WHAT TO PRODUCE: Where a line holds the word "name", copy it from the records.

EXTRACTED MATERIAL:

◆ ◆ ◆

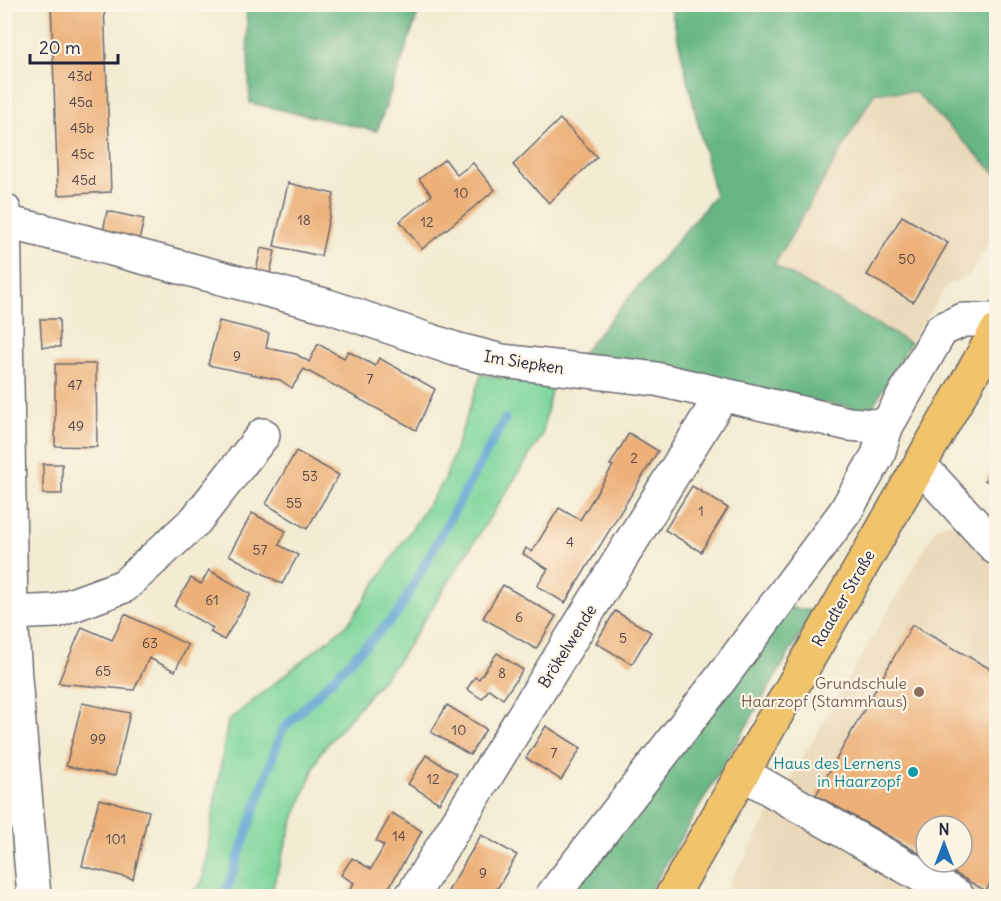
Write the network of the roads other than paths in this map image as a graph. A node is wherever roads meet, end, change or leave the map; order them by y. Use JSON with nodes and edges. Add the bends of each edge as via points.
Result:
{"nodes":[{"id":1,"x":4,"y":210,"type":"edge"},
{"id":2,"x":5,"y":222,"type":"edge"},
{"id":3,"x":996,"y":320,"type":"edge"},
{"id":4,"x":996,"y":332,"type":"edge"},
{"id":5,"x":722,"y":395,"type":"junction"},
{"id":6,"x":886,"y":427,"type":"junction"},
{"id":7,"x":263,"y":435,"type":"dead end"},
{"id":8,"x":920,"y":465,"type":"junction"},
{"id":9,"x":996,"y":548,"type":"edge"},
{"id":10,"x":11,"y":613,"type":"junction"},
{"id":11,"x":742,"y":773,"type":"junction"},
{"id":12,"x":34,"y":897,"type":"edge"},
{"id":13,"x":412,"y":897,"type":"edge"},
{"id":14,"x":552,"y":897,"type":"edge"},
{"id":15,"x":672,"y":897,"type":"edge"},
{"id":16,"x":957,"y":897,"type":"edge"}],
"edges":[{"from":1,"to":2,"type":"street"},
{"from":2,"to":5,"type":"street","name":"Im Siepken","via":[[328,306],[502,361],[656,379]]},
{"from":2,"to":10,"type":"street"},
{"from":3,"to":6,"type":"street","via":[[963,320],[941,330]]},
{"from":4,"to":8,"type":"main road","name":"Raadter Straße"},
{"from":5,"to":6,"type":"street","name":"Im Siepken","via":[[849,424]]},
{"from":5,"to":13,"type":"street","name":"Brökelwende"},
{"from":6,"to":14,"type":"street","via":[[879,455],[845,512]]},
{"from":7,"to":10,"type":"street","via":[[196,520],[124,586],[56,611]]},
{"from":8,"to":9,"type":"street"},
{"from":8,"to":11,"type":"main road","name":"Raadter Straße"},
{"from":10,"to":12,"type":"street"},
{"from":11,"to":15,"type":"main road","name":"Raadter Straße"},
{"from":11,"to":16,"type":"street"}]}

◆ ◆ ◆

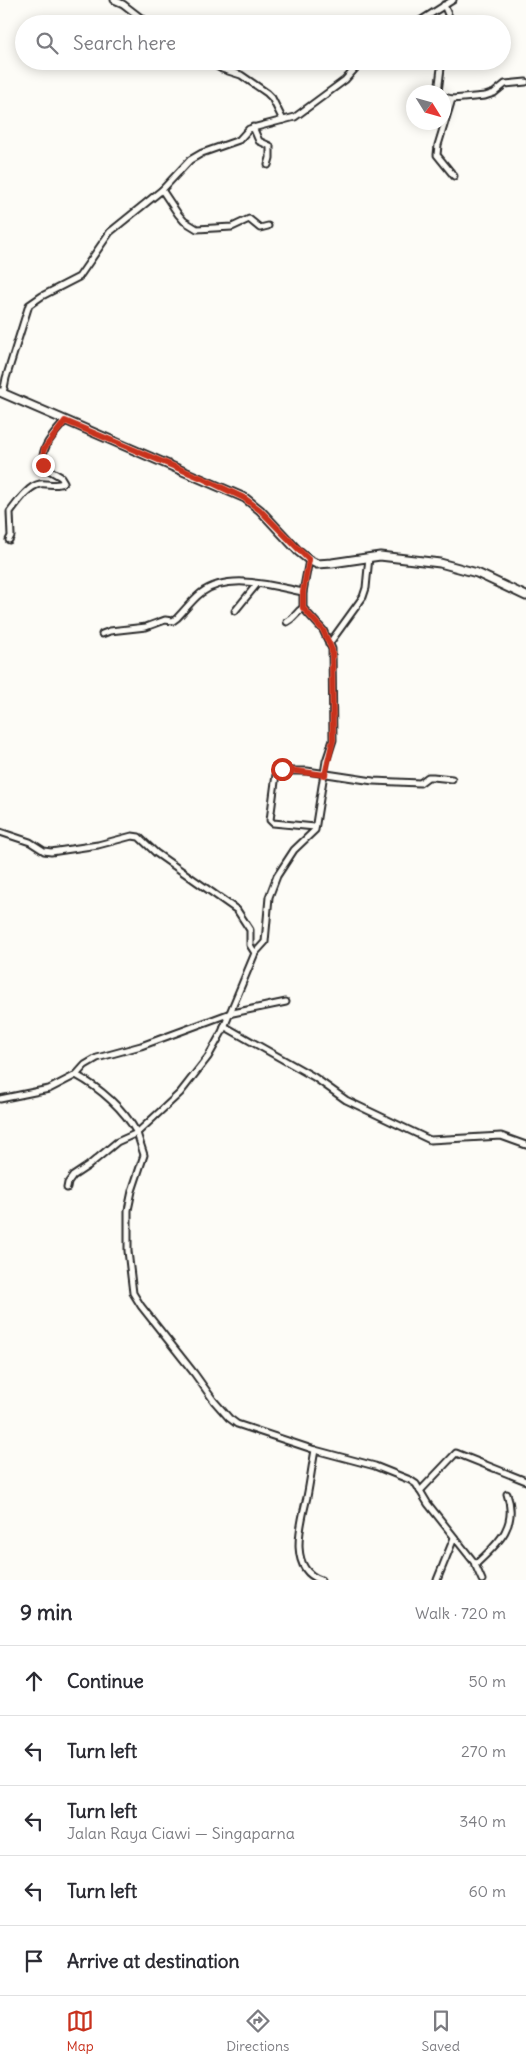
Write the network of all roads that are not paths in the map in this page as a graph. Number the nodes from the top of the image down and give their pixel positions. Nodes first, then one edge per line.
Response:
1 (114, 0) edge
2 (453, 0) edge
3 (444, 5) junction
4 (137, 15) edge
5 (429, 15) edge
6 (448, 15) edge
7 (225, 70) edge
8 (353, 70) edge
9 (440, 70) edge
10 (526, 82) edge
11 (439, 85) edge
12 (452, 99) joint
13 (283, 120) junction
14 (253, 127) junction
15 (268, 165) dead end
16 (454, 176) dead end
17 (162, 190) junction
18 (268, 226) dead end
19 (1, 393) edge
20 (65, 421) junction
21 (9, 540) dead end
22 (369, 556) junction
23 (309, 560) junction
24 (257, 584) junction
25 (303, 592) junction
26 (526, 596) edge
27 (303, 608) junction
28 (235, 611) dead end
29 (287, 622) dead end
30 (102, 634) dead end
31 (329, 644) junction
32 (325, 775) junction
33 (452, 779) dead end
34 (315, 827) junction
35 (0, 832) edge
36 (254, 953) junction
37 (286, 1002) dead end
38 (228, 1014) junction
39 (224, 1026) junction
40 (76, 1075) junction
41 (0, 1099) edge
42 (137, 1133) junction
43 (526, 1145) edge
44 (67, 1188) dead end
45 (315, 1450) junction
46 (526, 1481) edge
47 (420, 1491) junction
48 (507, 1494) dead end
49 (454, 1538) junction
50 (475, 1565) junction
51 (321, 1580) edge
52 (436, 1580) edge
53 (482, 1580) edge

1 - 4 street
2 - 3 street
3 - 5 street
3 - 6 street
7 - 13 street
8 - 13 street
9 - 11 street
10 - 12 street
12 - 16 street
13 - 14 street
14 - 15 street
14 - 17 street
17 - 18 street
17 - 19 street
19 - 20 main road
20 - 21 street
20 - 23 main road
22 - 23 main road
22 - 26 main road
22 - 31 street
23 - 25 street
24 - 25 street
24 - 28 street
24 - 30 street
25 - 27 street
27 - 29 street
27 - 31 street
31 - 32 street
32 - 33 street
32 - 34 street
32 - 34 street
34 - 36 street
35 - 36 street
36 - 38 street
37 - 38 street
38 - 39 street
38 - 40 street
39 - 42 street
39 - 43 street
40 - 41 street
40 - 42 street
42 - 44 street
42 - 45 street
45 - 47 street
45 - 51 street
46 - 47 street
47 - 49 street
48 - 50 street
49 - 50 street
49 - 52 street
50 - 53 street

◆ ◆ ◆

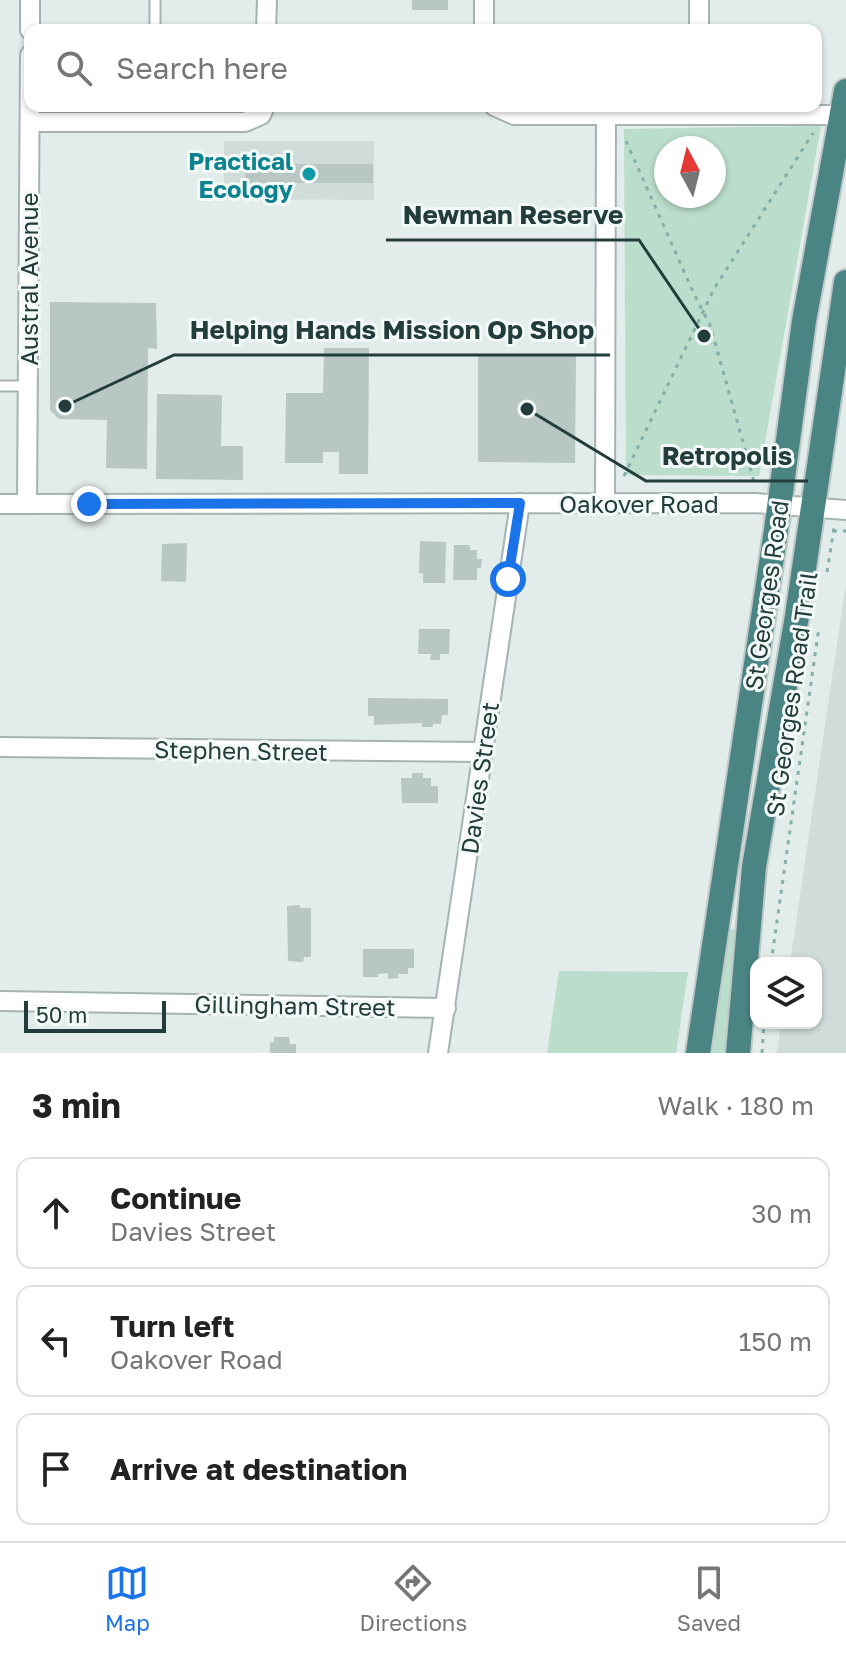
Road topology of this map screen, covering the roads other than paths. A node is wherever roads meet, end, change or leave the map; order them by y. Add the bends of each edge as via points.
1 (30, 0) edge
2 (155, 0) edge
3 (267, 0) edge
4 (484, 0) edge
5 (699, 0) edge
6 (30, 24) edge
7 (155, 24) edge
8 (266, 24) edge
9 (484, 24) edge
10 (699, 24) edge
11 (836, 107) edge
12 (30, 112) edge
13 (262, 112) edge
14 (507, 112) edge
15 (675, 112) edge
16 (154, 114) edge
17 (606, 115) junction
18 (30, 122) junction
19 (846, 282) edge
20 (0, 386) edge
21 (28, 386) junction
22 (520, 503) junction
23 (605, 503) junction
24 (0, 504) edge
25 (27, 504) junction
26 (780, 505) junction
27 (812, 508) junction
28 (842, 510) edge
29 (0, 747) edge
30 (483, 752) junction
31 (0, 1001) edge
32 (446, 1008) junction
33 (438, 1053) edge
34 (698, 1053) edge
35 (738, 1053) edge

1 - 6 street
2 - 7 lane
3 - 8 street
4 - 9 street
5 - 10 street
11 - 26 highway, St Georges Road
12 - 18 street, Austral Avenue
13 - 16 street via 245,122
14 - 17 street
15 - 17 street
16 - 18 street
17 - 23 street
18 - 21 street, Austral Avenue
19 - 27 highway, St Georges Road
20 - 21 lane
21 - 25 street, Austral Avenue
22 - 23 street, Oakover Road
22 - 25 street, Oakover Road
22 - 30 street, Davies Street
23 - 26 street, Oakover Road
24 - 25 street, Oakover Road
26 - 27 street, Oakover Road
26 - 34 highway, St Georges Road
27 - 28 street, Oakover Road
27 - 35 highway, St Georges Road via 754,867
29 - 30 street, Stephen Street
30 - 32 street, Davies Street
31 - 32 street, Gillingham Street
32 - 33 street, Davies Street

◆ ◆ ◆

TASK RESPONSE:
{"from":2,"to":5,"type":"street","name":"Im Siepken","via":[[328,306],[502,361],[656,379]]},
{"from":4,"to":8,"type":"main road","name":"Raadter Straße"},
{"from":5,"to":6,"type":"street","name":"Im Siepken","via":[[849,424]]},
{"from":5,"to":13,"type":"street","name":"Brökelwende"},
{"from":8,"to":11,"type":"main road","name":"Raadter Straße"},
{"from":11,"to":15,"type":"main road","name":"Raadter Straße"},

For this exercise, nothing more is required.